A Baker’s Dozen: 13 Exercises to Inspire You to Write Your Best

handstandAll of us need structure and inspiration, from the most well-published, best-selling, award winning authors to the hopeful who barely dares to set pen to page. We do not write in a vacuum. We write as readers inspired by what we love, as thinkers grappling with ideas, as human beings entangled in stories, entangled in life. 

We all need lists, goals, sparks and motivation, a helping hand. I love to read books of writers on writing, because I so identify with the struggles, so learn from the strategies, and am so comforted by the fact that we are all reaching for more or less the same thing with more or less the same tools. I myself watch my own recorded Craft classes in order to spark my writing–and I find my best writing comes from following those exercises.

In the spirit of helping you get some summer writing done, I would like to share with you this week some powerful writing exercises drawn from some editing I did last week.

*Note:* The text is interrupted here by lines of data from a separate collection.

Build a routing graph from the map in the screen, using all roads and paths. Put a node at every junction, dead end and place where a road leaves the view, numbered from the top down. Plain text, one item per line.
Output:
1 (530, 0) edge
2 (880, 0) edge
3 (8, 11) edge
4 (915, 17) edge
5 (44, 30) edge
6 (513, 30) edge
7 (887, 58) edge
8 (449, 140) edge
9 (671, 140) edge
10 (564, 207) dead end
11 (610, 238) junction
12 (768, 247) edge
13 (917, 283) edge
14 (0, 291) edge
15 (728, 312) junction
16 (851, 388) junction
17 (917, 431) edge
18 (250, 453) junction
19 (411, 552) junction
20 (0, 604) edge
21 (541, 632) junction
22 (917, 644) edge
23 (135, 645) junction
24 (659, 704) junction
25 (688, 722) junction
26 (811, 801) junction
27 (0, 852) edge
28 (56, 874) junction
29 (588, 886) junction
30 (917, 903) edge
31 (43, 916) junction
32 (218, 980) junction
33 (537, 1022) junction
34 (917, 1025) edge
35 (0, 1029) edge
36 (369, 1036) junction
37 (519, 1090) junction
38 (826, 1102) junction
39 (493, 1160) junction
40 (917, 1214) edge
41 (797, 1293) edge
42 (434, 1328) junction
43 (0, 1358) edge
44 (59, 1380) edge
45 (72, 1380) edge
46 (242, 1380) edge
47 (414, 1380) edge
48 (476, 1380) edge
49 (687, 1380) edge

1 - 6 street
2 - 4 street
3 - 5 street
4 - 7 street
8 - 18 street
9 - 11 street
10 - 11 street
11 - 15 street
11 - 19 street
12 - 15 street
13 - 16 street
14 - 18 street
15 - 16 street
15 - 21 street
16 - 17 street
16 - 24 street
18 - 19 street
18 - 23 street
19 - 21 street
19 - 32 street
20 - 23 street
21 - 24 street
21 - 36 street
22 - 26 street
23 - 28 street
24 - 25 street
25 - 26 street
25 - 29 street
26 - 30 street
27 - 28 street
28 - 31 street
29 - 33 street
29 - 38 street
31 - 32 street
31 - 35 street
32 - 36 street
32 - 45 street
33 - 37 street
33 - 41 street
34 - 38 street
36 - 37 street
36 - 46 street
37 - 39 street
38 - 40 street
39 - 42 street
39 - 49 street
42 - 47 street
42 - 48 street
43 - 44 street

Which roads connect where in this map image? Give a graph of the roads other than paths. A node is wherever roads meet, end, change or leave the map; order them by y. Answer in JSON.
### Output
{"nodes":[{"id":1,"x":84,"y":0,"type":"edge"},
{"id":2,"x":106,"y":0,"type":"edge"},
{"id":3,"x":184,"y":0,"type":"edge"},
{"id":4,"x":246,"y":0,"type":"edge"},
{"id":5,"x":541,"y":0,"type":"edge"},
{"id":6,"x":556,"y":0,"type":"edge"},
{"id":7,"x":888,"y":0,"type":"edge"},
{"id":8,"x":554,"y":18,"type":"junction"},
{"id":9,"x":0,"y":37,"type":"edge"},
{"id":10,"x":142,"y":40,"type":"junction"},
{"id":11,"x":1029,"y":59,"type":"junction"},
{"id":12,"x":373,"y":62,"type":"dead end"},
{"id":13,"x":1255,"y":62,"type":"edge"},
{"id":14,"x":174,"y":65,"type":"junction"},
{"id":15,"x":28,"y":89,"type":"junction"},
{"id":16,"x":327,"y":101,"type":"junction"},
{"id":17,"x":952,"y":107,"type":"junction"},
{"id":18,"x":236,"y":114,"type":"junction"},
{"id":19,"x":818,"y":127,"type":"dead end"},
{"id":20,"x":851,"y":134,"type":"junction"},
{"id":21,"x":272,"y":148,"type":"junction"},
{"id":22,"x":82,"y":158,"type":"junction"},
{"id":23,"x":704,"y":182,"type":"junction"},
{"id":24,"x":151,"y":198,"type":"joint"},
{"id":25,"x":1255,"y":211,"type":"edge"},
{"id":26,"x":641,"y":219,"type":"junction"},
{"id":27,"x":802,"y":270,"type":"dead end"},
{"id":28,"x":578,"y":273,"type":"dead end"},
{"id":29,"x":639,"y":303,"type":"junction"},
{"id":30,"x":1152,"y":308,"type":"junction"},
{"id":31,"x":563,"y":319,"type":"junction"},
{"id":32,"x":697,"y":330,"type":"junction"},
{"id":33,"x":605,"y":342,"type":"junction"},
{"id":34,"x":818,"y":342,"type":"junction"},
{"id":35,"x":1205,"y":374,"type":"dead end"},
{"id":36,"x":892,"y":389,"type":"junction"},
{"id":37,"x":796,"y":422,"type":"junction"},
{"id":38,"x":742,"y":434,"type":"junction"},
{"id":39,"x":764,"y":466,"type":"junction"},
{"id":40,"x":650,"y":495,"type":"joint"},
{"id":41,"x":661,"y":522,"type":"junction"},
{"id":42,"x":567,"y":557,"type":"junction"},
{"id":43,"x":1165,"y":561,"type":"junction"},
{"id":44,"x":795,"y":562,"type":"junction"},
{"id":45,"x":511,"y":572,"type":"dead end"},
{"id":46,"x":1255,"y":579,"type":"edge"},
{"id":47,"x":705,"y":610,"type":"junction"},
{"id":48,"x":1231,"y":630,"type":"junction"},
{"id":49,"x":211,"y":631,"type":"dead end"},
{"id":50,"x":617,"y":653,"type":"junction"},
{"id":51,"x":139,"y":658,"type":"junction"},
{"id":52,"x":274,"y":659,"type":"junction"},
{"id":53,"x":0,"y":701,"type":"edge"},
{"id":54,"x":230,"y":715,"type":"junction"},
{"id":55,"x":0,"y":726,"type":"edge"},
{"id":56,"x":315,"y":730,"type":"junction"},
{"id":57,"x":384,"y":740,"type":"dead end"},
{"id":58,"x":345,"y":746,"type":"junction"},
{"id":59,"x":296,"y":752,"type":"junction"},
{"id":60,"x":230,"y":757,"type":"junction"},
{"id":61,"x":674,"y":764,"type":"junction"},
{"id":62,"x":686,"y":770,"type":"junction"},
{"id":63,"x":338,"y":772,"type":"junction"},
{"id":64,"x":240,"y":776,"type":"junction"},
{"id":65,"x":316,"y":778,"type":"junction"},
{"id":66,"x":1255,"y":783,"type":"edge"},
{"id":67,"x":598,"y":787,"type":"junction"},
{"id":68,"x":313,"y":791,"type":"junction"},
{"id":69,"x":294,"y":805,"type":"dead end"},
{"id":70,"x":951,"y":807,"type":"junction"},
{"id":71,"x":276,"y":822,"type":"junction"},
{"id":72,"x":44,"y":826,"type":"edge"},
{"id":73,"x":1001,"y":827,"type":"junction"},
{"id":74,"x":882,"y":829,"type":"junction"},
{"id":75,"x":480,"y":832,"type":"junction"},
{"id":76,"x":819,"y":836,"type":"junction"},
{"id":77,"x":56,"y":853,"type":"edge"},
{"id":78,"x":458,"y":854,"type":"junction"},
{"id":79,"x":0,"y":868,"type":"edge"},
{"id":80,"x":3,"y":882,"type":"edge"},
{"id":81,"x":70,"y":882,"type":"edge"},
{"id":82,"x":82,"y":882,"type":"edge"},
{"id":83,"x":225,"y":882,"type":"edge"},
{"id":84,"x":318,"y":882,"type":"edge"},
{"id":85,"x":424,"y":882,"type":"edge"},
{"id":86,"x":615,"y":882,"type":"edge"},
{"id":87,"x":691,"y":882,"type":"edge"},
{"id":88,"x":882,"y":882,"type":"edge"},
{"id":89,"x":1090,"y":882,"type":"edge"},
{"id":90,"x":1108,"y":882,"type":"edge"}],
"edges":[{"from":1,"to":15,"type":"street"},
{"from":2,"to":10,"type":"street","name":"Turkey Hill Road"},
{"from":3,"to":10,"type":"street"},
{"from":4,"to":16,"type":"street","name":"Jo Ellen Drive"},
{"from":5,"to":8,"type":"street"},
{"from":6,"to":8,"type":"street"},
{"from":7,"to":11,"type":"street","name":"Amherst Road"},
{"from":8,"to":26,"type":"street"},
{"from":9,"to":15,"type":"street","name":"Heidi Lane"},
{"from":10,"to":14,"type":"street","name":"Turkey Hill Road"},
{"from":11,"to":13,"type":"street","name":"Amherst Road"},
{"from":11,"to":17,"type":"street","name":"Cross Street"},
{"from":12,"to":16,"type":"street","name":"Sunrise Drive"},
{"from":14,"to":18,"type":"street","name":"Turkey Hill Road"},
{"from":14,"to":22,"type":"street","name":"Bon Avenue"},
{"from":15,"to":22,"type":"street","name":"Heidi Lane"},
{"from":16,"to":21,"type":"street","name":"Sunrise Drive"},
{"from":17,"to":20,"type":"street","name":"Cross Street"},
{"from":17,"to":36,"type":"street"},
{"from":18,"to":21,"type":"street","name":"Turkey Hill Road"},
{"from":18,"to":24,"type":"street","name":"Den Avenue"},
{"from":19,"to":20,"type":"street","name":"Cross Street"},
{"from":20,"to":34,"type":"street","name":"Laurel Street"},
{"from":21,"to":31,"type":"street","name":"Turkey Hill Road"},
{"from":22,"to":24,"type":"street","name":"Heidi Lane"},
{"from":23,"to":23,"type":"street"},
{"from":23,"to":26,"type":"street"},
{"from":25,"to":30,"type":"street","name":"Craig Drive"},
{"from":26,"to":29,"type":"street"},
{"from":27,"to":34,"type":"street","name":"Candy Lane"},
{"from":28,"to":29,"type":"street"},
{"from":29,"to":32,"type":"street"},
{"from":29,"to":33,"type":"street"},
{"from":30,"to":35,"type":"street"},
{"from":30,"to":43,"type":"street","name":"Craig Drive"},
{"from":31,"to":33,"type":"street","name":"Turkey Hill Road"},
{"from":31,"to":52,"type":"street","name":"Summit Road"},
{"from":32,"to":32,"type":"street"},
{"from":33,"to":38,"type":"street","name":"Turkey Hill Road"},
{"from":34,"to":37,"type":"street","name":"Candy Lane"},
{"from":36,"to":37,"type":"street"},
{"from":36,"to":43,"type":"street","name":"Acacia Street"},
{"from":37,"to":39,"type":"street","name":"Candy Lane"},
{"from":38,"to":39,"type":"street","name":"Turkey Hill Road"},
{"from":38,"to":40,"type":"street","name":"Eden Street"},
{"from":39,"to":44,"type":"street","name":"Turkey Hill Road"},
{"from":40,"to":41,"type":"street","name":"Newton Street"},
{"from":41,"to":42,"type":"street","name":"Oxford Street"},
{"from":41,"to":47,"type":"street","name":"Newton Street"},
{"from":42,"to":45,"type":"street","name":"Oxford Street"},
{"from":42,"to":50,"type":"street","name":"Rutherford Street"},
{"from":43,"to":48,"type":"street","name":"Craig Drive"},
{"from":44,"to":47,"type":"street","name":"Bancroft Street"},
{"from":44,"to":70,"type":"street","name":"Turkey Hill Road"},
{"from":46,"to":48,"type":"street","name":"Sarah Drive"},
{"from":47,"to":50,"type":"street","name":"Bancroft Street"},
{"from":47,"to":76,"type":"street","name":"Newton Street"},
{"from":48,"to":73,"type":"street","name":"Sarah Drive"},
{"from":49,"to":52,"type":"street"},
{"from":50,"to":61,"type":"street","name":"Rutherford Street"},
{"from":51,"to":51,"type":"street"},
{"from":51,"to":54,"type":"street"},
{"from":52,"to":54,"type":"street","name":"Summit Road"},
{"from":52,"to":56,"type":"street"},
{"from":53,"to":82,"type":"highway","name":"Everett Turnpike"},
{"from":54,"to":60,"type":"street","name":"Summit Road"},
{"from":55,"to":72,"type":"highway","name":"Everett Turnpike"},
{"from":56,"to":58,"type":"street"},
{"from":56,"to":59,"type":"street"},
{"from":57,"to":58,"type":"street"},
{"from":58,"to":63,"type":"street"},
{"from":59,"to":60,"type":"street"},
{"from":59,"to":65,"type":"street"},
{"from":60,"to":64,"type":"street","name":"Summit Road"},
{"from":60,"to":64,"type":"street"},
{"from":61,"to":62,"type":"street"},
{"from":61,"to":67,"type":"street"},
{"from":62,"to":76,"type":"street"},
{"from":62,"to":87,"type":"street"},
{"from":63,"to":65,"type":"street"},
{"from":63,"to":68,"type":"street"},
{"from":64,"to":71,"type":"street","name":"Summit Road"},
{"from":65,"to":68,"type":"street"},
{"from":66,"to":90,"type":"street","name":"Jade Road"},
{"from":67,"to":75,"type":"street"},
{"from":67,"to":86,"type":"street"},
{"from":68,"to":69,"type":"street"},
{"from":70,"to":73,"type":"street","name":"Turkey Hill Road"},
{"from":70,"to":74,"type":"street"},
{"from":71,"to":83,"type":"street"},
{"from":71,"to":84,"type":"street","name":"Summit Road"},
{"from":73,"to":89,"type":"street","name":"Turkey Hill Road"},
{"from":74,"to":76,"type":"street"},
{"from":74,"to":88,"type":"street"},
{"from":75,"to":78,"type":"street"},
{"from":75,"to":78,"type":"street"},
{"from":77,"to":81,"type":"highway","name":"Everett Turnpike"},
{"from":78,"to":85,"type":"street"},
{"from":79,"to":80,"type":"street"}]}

I teach a Salon, a mini-workshop, and from everyone’s weekly submissions, I come up with suggested exercises based on my comments and observations about the work. Amazingly, there are always lessons to learn that cross the great variety of pieces we read. I thought I’d share last week’s exercises with you, in case they might spark you to write something, maybe give you a breakthrough, make your project stronger or just help you get some words on the page:

  1. Revelation: Find a dramatic moment to reveal something to a character who thought something else entirely was going to happen.
  2. Practice writing dialog in beats, using descriptions of gestures and actions to create each new beat.
  3. Make a contrast between a physical description of the world of your story and a line of dialog. For example, create a poetic, lovely description followed by a crass line of dialog. Juxtapose.
  4. Write about something that happens for the first time—could be as small as a gesture or something bigger.
  5. Find a moment in your story that is a little thin, and go in with some more sensate details. You could do what Sylvia Plath did and make a list of all relevant details first, then pluck a few to use.
  6. Go through your scenes and ask yourself, What changes here? Develop that change.
  7. Go through your manuscript and look for instances of mediation (“I saw,” “She noticed,” “I hear,” “He looks,” etc.) See if you can cut mediation and let the sentence stand with its own verb.
  8. Write a scene that shows what your character still has to learn at the beginning of your story.
  9. Get your character into real trouble. What kind of trouble is your character least prepared to handle? What would force him or her to change? Do that.
  10. Show us a room, including objects that will be important to the plot, simply by having a character or characters move through the room and interact with the objects as they are discussing something else entirely.
  11. Write a scene that shows what your character most wants.
  12. Write a scene that shows what you think your character really needs.
  13. Create a dilemma where your character must choose between two irreconcilable goods or two irreconcilable evils. S/he must choose one of the two and can’t have both.

In the comments below, add your own favorite exercise or ask me for a particular exercise to jump you right over a problem or block! What use to you make of exercises in your writing?

5 thoughts on “A Baker’s Dozen: 13 Exercises to Inspire You to Write Your Best”

    1. Yes, “seat of pants to seat of chair” — that really is the basic, isn’t it? Everything else is just helpful once you get there. And reading is the other key–we are all readers first. That’s how we got into this writing business in the first place. Thanks for sharing, Randy!

  1. E! I love these exercises. I always appreciate the ability to focus on a skill a little bit at a time. Thanks for these great ideas!